本文档的Copyleft归yfydz所有,使用GPL发布,可以自由拷贝,转载,转载时请保持文档的完整性,严禁用于任何商业用途。
msn:
[email protected]
来源: http://yfydz.cublog.cn
1. 前言
netfilter中的防火墙规则是通过用户层的iptables命令来进行编辑的。而规则都是从属于某个表的(见我以前关于netfilter新表的文章)。一般在mangle表对数据进行修改,在nat表对数据进行NAT,在filter表进行过滤。
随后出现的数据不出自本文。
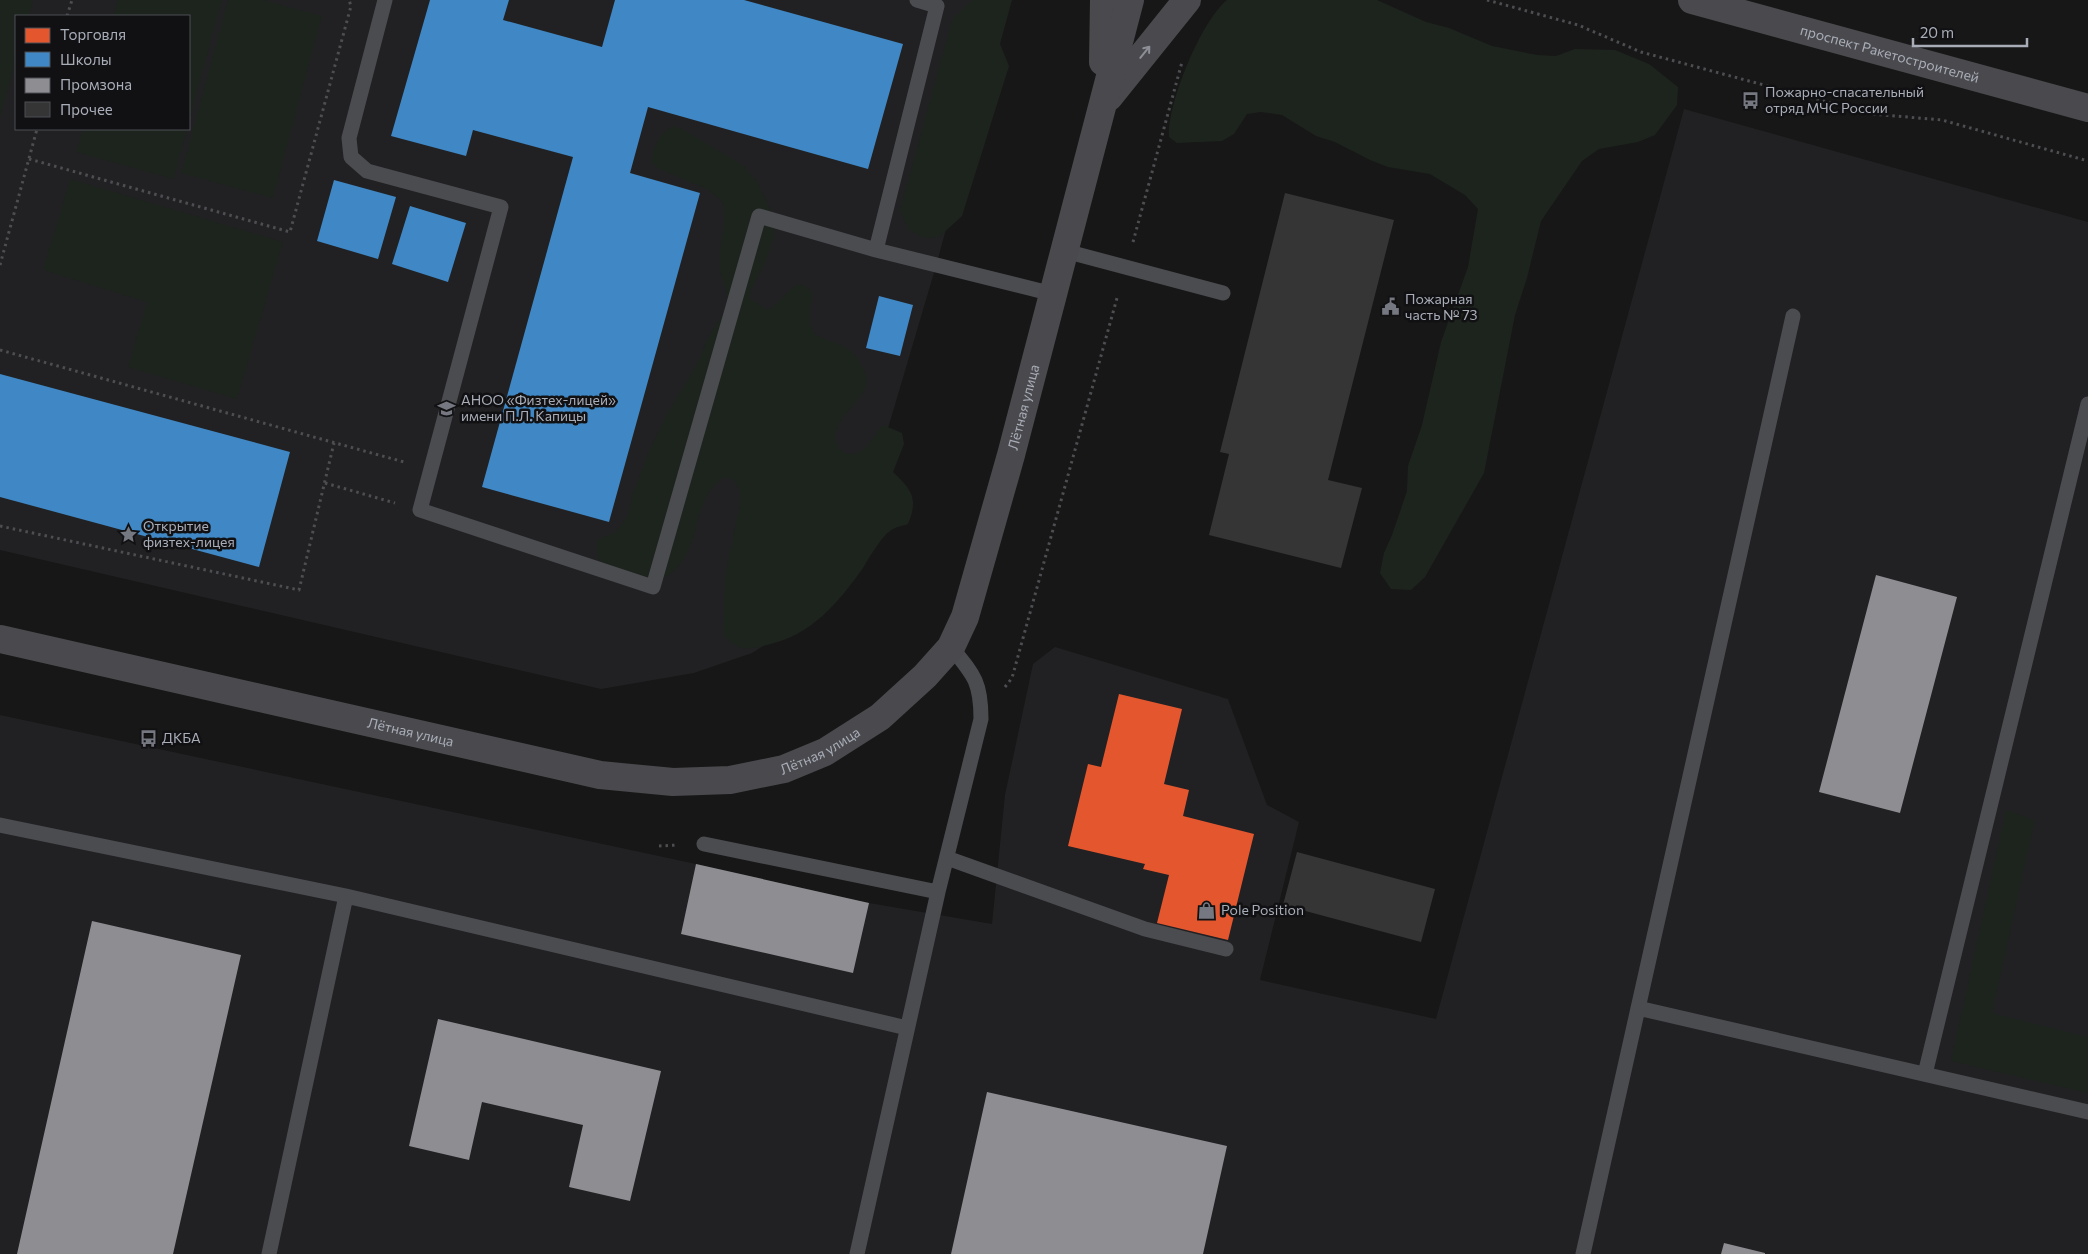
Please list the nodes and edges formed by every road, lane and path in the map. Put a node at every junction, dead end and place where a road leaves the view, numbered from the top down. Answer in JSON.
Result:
{"nodes":[{"id":1,"x":72,"y":0,"type":"edge"},
{"id":2,"x":349,"y":0,"type":"edge"},
{"id":3,"x":385,"y":0,"type":"edge"},
{"id":4,"x":917,"y":0,"type":"edge"},
{"id":5,"x":1104,"y":0,"type":"edge"},
{"id":6,"x":1130,"y":0,"type":"edge"},
{"id":7,"x":1187,"y":0,"type":"edge"},
{"id":8,"x":1486,"y":0,"type":"edge"},
{"id":9,"x":1692,"y":0,"type":"edge"},
{"id":10,"x":67,"y":15,"type":"edge"},
{"id":11,"x":1184,"y":54,"type":"dead end"},
{"id":12,"x":1103,"y":104,"type":"junction"},
{"id":13,"x":2088,"y":108,"type":"edge"},
{"id":14,"x":37,"y":130,"type":"edge"},
{"id":15,"x":29,"y":158,"type":"junction"},
{"id":16,"x":2088,"y":161,"type":"edge"},
{"id":17,"x":1131,"y":249,"type":"dead end"},
{"id":18,"x":876,"y":250,"type":"junction"},
{"id":19,"x":1064,"y":252,"type":"junction"},
{"id":20,"x":0,"y":265,"type":"edge"},
{"id":21,"x":1223,"y":293,"type":"dead end"},
{"id":22,"x":1053,"y":294,"type":"junction"},
{"id":23,"x":1117,"y":298,"type":"dead end"},
{"id":24,"x":1794,"y":316,"type":"dead end"},
{"id":25,"x":0,"y":350,"type":"edge"},
{"id":26,"x":2088,"y":404,"type":"edge"},
{"id":27,"x":334,"y":443,"type":"junction"},
{"id":28,"x":430,"y":469,"type":"junction"},
{"id":29,"x":325,"y":483,"type":"junction"},
{"id":30,"x":420,"y":510,"type":"junction"},
{"id":31,"x":0,"y":526,"type":"edge"},
{"id":32,"x":0,"y":639,"type":"edge"},
{"id":33,"x":951,"y":647,"type":"junction"},
{"id":34,"x":981,"y":719,"type":"junction"},
{"id":35,"x":0,"y":826,"type":"edge"},
{"id":36,"x":704,"y":844,"type":"dead end"},
{"id":37,"x":947,"y":858,"type":"junction"},
{"id":38,"x":938,"y":892,"type":"junction"},
{"id":39,"x":346,"y":896,"type":"junction"},
{"id":40,"x":1226,"y":948,"type":"dead end"},
{"id":41,"x":1638,"y":1008,"type":"junction"},
{"id":42,"x":907,"y":1028,"type":"junction"},
{"id":43,"x":1925,"y":1074,"type":"junction"},
{"id":44,"x":2088,"y":1112,"type":"edge"},
{"id":45,"x":269,"y":1254,"type":"edge"},
{"id":46,"x":857,"y":1254,"type":"edge"},
{"id":47,"x":1583,"y":1254,"type":"edge"}],
"edges":[{"from":1,"to":10,"type":"path"},
{"from":2,"to":15,"type":"path"},
{"from":3,"to":28,"type":"lane"},
{"from":4,"to":18,"type":"lane"},
{"from":5,"to":12,"type":"street"},
{"from":6,"to":12,"type":"street","name":"Лётная улица"},
{"from":12,"to":7,"type":"street","one_way":true},
{"from":8,"to":16,"type":"path"},
{"from":9,"to":13,"type":"street","name":"проспект Ракетостроителей"},
{"from":11,"to":17,"type":"path"},
{"from":12,"to":19,"type":"street","name":"Лётная улица"},
{"from":14,"to":15,"type":"path"},
{"from":15,"to":20,"type":"path"},
{"from":18,"to":22,"type":"lane"},
{"from":18,"to":30,"type":"lane"},
{"from":19,"to":21,"type":"lane"},
{"from":19,"to":22,"type":"street","name":"Лётная улица"},
{"from":22,"to":33,"type":"street","name":"Лётная улица"},
{"from":23,"to":34,"type":"path"},
{"from":24,"to":41,"type":"lane"},
{"from":25,"to":27,"type":"path"},
{"from":26,"to":43,"type":"lane"},
{"from":27,"to":28,"type":"path"},
{"from":27,"to":29,"type":"path"},
{"from":28,"to":30,"type":"lane"},
{"from":29,"to":30,"type":"path"},
{"from":29,"to":31,"type":"path"},
{"from":32,"to":33,"type":"street","name":"Лётная улица"},
{"from":33,"to":34,"type":"lane"},
{"from":34,"to":37,"type":"lane"},
{"from":35,"to":39,"type":"lane"},
{"from":36,"to":38,"type":"lane"},
{"from":37,"to":38,"type":"lane"},
{"from":37,"to":40,"type":"lane"},
{"from":38,"to":42,"type":"lane"},
{"from":39,"to":42,"type":"lane"},
{"from":39,"to":45,"type":"lane"},
{"from":41,"to":43,"type":"lane"},
{"from":41,"to":47,"type":"lane"},
{"from":42,"to":46,"type":"lane"},
{"from":43,"to":44,"type":"lane"}]}
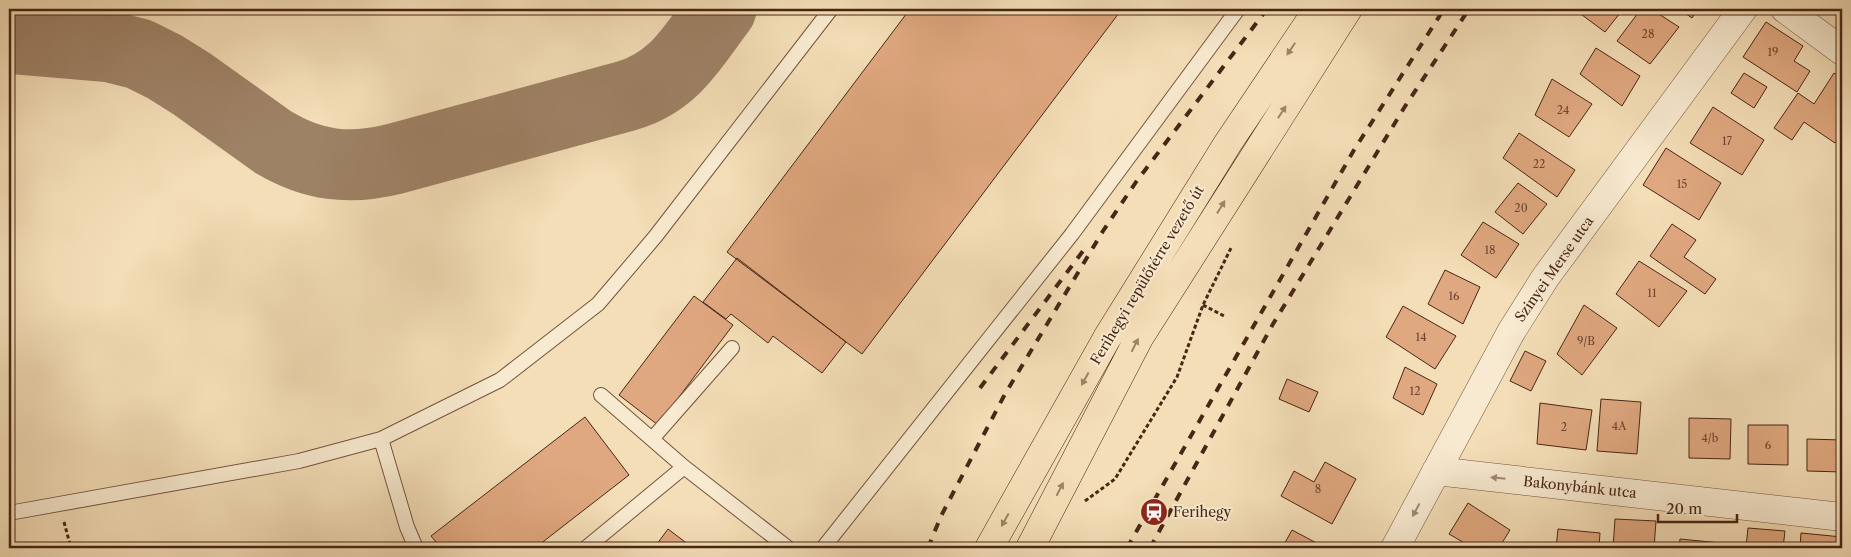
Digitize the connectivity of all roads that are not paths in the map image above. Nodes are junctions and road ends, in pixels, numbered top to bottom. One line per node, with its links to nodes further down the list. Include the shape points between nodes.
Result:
1 (831, 9): 11 (lane, via 655,237 598,304 500,380)
2 (1238, 9): 19 (lane, via 1072,234)
3 (1318, 9): 20 (main road, Ferihegyi repülőtérre vezető út, one-way to 20, via 1228,142 1108,338)
4 (1348, 9): 21 (main road, Ferihegyi repülőtérre vezető út, one-way to 4, via 1139,338)
5 (1743, 9): 13 (street, Szinyei Merse utca, via 1545,278 1511,332)
6 (1785, 9): 7 (street)
7 (1842, 51)
8 (732, 348): 10 (lane)
9 (601, 395): 10 (lane)
10 (652, 439): 12 (lane)
11 (381, 440): 14 (lane, via 299,461); 16 (lane)
12 (684, 467): 17 (lane); 18 (lane)
13 (1436, 471): 15 (street, Bakonybánk utca, one-way to 13); 22 (street, Szinyei Merse utca, one-way to 22)
14 (9, 513)
15 (1842, 517)
16 (416, 548)
17 (586, 548)
18 (788, 548)
19 (823, 548)
20 (989, 548)
21 (1030, 548)
22 (1395, 548)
所不同的是NAT表中的规则只对新包(NEW/RELATED)进行处理,而MANGLE和FILTER表中的规则对所有数据包都处理。
以下Linux内核代码版本为2.4.26。
2. 数据结构
每条规则是用结构struct ipt_entry来定义的:
/* include/linux/netfilter_ipv4/ip_tables.h */
struct ipt_entry
{
struct ipt_ip ip;
/* Mark with fields that we care about. */
unsigned int nfcache;
/* Size of ipt_entry + matches */
u_int16_t target_offset;
/* Size of ipt_entry + matches + target */
u_int16_t next_offset;
/* Back pointer */
unsigned int comefrom;
/* Packet and byte counters. */
struct ipt_counters counters;
/* The matches (if any), then the target. */
unsigned char elems[0];
};
参数说明:
struct ipt_ip ip:基本匹配项,包括协议、源地址/掩码、目的地址/掩码、进入网卡、出网卡等
unsigned int nfcache:标志项
u_int16_t target_offset:规则动作的偏移位置
u_int16_t next_offset:下一个规则的偏移位置
unsigned int comefrom:规则返回点
struct ipt_counters counters:计数器
unsigned char elems[0]:规则匹配项表,最后是动作项
ipt_ip结构:
struct ipt_ip {
/* Source and destination IP addr */
struct in_addr src, dst;
/* Mask for src and dest IP addr */
struct in_addr smsk, dmsk;
char iniface[IFNAMSIZ], outiface[IFNAMSIZ];
unsigned char iniface_mask[IFNAMSIZ], outiface_mask[IFNAMSIZ];
/* Protocol, 0 = ANY */
u_int16_t proto;
/* Flags word */
u_int8_t flags;
/* Inverse flags */
u_int8_t invflags;
};
规则中的匹配项结构,注意这不是描述匹配的结构struct ipt_match
struct ipt_entry_match
{
union {
// 这是用户空间(iptables)用到的部分,只提供名称即可
struct {
u_int16_t match_size;
/* Used by userspace */
char name[IPT_FUNCTION_MAXNAMELEN];
} user;
// 这是内核空间用到的部分,指向具体的匹配模块
struct {
u_int16_t match_size;
/* Used inside the kernel */
struct ipt_match *match;
} kernel;
/* Total length */
u_int16_t match_size;
} u;
unsigned char data[0];
};
规则中的目标(规则动作)项结构,注意这不是描述目标的结构struct ipt_target
struct ipt_entry_target
{
union {
// 这是用户空间(iptables)用到的部分,只提供名称即可
struct {
u_int16_t target_size;
/* Used by userspace */
char name[IPT_FUNCTION_MAXNAMELEN];
} user;
// 这是内核空间用到的部分,指向具体的目标模块
struct {
u_int16_t target_size;
/* Used inside the kernel */
struct ipt_target *target;
} kernel;
/* Total length */
u_int16_t target_size;
} u;
unsigned char data[0];
};
3. 规则集操作函数
netfilter处理规则处理基本函数为ipt_do_table(),在filter/mangle表最终都要进入该函数,而nat表只对NEW/RELATED的包进入该函数。该函数遍历所定义的规则集,顺次进行匹配,一旦和规则的条件匹配成功,则按规则指定的动作返回,返回值可能为NF_ACCEPT/NF_DROP/NF_QUEUE/NF_STOLEN等。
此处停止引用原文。